[Collected data entries]
· · ·
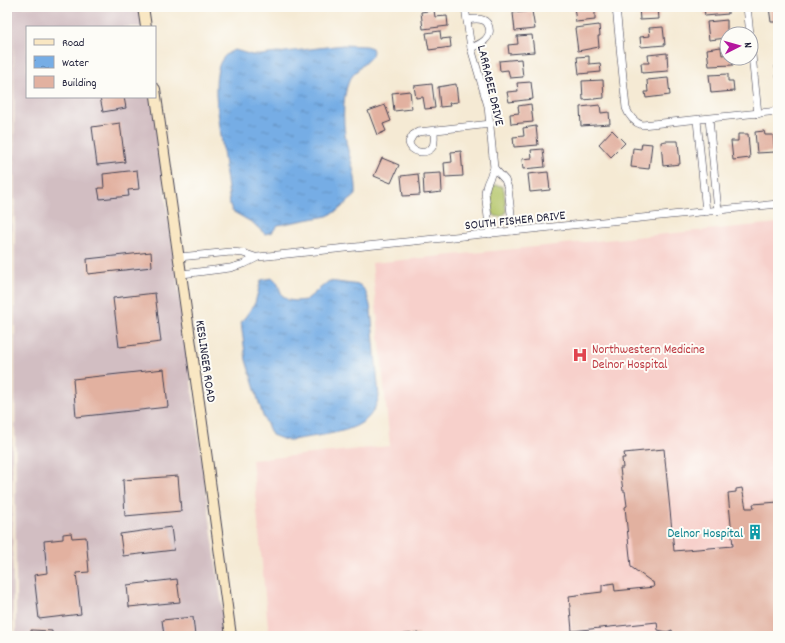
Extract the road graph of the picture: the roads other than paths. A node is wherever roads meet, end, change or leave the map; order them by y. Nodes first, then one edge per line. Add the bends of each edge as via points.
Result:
1 (143, 7) edge
2 (465, 7) edge
3 (616, 7) edge
4 (747, 7) edge
5 (467, 20) junction
6 (146, 26) edge
7 (749, 26) edge
8 (471, 48) junction
9 (753, 66) edge
10 (156, 96) edge
11 (778, 111) edge
12 (758, 114) junction
13 (709, 119) junction
14 (697, 120) junction
15 (491, 124) junction
16 (434, 130) dead end
17 (494, 168) junction
18 (778, 204) edge
19 (718, 211) junction
20 (706, 212) junction
21 (513, 231) junction
22 (490, 234) junction
23 (179, 257) junction
24 (256, 257) junction
25 (182, 274) junction
26 (231, 636) edge

1 - 6 main road
2 - 5 street, LARRABEE DRIVE
3 - 14 street via 626,108 630,117 642,125
4 - 7 street
5 - 8 street, LARRABEE DRIVE
5 - 8 street via 484,20 490,29 486,40
8 - 15 street, LARRABEE DRIVE
9 - 12 street
10 - 23 main road, KESLINGER ROAD
11 - 12 street
12 - 13 street
13 - 14 street
13 - 19 street
14 - 20 street
15 - 16 street
15 - 17 street, LARRABEE DRIVE
17 - 21 street via 505,180 508,188
17 - 22 street, LARRABEE DRIVE via 485,192
18 - 19 street, SOUTH FISHER DRIVE
19 - 20 street, SOUTH FISHER DRIVE
20 - 21 street, SOUTH FISHER DRIVE
21 - 22 street, SOUTH FISHER DRIVE
22 - 24 street, SOUTH FISHER DRIVE
23 - 24 street, SOUTH FISHER DRIVE via 230,252
23 - 25 main road, KESLINGER ROAD
24 - 25 street, SOUTH FISHER DRIVE via 230,268
25 - 26 main road, KESLINGER ROAD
· · ·
### REQUIREMENT
Check each line of the data above, and please copy the ones in which the string "road" occurs.

### THE ANSWER
Extract the road graph of the picture: the roads other than paths. A node is wherever roads meet, end, change or leave the map; order them by y. Nodes first, then one edge per line. Add the bends of each edge as via points.
1 - 6 main road
10 - 23 main road, KESLINGER ROAD
23 - 25 main road, KESLINGER ROAD
25 - 26 main road, KESLINGER ROAD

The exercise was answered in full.